TEHRAN — The Iranian judiciary confirmed on Tuesday that a prominent Iranian-Canadian blogger is under arrest over remarks he allegedly made about key figures in the Shiite faith, local media reported.
Hossein Derakhshan’s “case is under preliminary investigation and he is in custody,” the ILNA news agency quoted judiciary spokesman Ali Reza Jamshidi as saying.
“Among the accusations, there are issues involving ‘Aemmeh Athar’ and some charges that have been made,” Mr. Jamshidi said, referring to the 12 successors of the Prophet Mohammed who are central figures in Shiite Islam.
The spokesman did not say when Mr. Derakhshan was arrested or where he is being held.
His highly political Internet diary, hoder.com, has not been updated since October 30 and some reports outside Iran said he had been arrested on November 1 shortly after arriving in Tehran on a private visit.
A conservative Iranian website said in November that Mr. Derakhshan had been arrested over suspicions of spying for Israel.
Dubbed the Iranian “blog father”, Mr. Derakhshan, 34, sparked a revolution in blogging in the Islamic republic by posting precise instructions in 2001 on how to set up Persian-language blogs, which have burgeoned to around 70,000 in recent years.
Mr. Derakhshan visited Iranian archfoe Israel using his Canadian passport in 2006 and chronicled his experience on his Persian and English blogs, saying he sought to show Israelis and Iranians a different image of each country.
“This might mean that I won’t be able to go back to Iran for a long time, since Iran doesn’t recognise Israel... and apparently considers travelling there illegal. Too bad, but I don’t care,” he wrote in January 2006.
“As a citizen journalist, I’m going to show my 20,000 daily Iranian readers what Israel really looks like and how people live there,” he said.
Mr. Derakhshan worked as a journalist for Iran’s reformist press in the late 1990s before moving to Canada, mainly writing about the Internet.
In the past, Mr.
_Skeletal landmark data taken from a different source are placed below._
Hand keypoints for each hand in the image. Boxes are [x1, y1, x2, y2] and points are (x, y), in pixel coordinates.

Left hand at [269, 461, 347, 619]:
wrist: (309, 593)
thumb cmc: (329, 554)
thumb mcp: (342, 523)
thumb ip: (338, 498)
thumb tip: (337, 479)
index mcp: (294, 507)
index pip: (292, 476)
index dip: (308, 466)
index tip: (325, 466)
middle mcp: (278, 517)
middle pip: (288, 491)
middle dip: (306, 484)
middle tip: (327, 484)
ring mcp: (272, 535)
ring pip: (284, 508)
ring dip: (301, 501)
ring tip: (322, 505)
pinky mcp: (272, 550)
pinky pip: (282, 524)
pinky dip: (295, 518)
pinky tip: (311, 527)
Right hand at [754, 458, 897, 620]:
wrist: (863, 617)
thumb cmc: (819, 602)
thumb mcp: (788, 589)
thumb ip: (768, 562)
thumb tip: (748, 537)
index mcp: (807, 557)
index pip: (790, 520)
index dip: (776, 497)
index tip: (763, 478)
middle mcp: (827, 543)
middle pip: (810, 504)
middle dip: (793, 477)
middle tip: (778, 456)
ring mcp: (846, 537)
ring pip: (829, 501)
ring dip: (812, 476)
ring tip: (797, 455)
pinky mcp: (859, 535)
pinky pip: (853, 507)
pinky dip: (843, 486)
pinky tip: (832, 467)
Derakhshan was strongly critical of Iran’s conservatives but in the past year he has expressed support for hardline President Mahmoud Ahmadinejad and his defiant stance against the West.
He has also criticised the positions of Israel and the United States on Iran’s nuclear programme, which they charge is cover for a weapons drive, something Tehran strongly denies.
The blogger has also been critical of many Iranian reformists and human rights activists.
Mr. Derakhshan’s blog is filtered by many Internet service providers in Iran, which has blocked access to more than five million Internet sites, whose content is mostly perceived as immoral, un-Islamic or anti-social.
Several bloggers have been detained over their writings and on Tuesday the Iranian parliament adopted legislation that imposes jail terms of up to two years and fines for those convicted of Internet crimes.
The offences include “spreading lies” which disturb public mind as well as publishing and promoting pornographic material on the web, news agencies reported.
It also penalises service providers who fail to filter material branded as illicit by a watchdog body.
It is not the first time that Iran has detained a dual national.
Iranian-Canadian photojournalist Zahra Kazemi died while in custody in 2003 after being detained for photographing a demonstration outside a Tehran prison.
In May 2007, US-Iranian academics Haleh Esfandiari and Kian Tajbakhsh along with California-based peace activist Ali Shakeri were arrested and held for more than 100 days, also on suspicion of causing harm to national security.